→ **WHAT NEEDS TO BE DONE**:
Every single line below has to be printed once more, exactly.

Dataset entries:
==*==

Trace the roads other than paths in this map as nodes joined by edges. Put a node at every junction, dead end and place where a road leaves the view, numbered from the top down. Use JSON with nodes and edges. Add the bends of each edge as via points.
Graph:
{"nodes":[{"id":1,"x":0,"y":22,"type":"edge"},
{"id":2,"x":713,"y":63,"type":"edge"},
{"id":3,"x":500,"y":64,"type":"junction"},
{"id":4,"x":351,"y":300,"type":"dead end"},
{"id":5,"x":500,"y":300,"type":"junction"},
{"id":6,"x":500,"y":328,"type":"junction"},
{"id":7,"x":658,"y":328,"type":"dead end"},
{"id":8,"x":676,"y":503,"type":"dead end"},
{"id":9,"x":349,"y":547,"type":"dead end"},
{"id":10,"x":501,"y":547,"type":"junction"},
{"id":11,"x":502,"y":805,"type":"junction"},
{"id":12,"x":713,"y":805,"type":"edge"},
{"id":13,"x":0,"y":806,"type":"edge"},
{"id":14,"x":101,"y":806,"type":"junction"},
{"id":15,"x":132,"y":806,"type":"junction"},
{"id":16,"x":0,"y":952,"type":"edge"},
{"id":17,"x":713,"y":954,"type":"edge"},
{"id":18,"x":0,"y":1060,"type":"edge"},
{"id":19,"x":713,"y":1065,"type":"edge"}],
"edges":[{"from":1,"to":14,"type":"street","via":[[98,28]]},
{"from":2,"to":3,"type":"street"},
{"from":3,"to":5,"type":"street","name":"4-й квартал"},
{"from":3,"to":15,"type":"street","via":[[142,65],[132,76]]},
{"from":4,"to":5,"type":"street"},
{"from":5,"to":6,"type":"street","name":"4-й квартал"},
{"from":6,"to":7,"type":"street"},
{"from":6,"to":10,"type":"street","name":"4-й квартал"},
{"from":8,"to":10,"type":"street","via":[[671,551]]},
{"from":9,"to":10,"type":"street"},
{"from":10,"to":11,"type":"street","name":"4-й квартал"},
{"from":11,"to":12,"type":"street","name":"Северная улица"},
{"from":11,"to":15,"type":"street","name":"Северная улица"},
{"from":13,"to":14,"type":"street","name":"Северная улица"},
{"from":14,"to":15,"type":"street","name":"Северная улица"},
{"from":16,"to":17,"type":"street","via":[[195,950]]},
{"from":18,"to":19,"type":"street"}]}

==*==

→ **EXPECTED ANSWER**:
Trace the roads other than paths in this map as nodes joined by edges. Put a node at every junction, dead end and place where a road leaves the view, numbered from the top down. Use JSON with nodes and edges. Add the bends of each edge as via points.
Graph:
{"nodes":[{"id":1,"x":0,"y":22,"type":"edge"},
{"id":2,"x":713,"y":63,"type":"edge"},
{"id":3,"x":500,"y":64,"type":"junction"},
{"id":4,"x":351,"y":300,"type":"dead end"},
{"id":5,"x":500,"y":300,"type":"junction"},
{"id":6,"x":500,"y":328,"type":"junction"},
{"id":7,"x":658,"y":328,"type":"dead end"},
{"id":8,"x":676,"y":503,"type":"dead end"},
{"id":9,"x":349,"y":547,"type":"dead end"},
{"id":10,"x":501,"y":547,"type":"junction"},
{"id":11,"x":502,"y":805,"type":"junction"},
{"id":12,"x":713,"y":805,"type":"edge"},
{"id":13,"x":0,"y":806,"type":"edge"},
{"id":14,"x":101,"y":806,"type":"junction"},
{"id":15,"x":132,"y":806,"type":"junction"},
{"id":16,"x":0,"y":952,"type":"edge"},
{"id":17,"x":713,"y":954,"type":"edge"},
{"id":18,"x":0,"y":1060,"type":"edge"},
{"id":19,"x":713,"y":1065,"type":"edge"}],
"edges":[{"from":1,"to":14,"type":"street","via":[[98,28]]},
{"from":2,"to":3,"type":"street"},
{"from":3,"to":5,"type":"street","name":"4-й квартал"},
{"from":3,"to":15,"type":"street","via":[[142,65],[132,76]]},
{"from":4,"to":5,"type":"street"},
{"from":5,"to":6,"type":"street","name":"4-й квартал"},
{"from":6,"to":7,"type":"street"},
{"from":6,"to":10,"type":"street","name":"4-й квартал"},
{"from":8,"to":10,"type":"street","via":[[671,551]]},
{"from":9,"to":10,"type":"street"},
{"from":10,"to":11,"type":"street","name":"4-й квартал"},
{"from":11,"to":12,"type":"street","name":"Северная улица"},
{"from":11,"to":15,"type":"street","name":"Северная улица"},
{"from":13,"to":14,"type":"street","name":"Северная улица"},
{"from":14,"to":15,"type":"street","name":"Северная улица"},
{"from":16,"to":17,"type":"street","via":[[195,950]]},
{"from":18,"to":19,"type":"street"}]}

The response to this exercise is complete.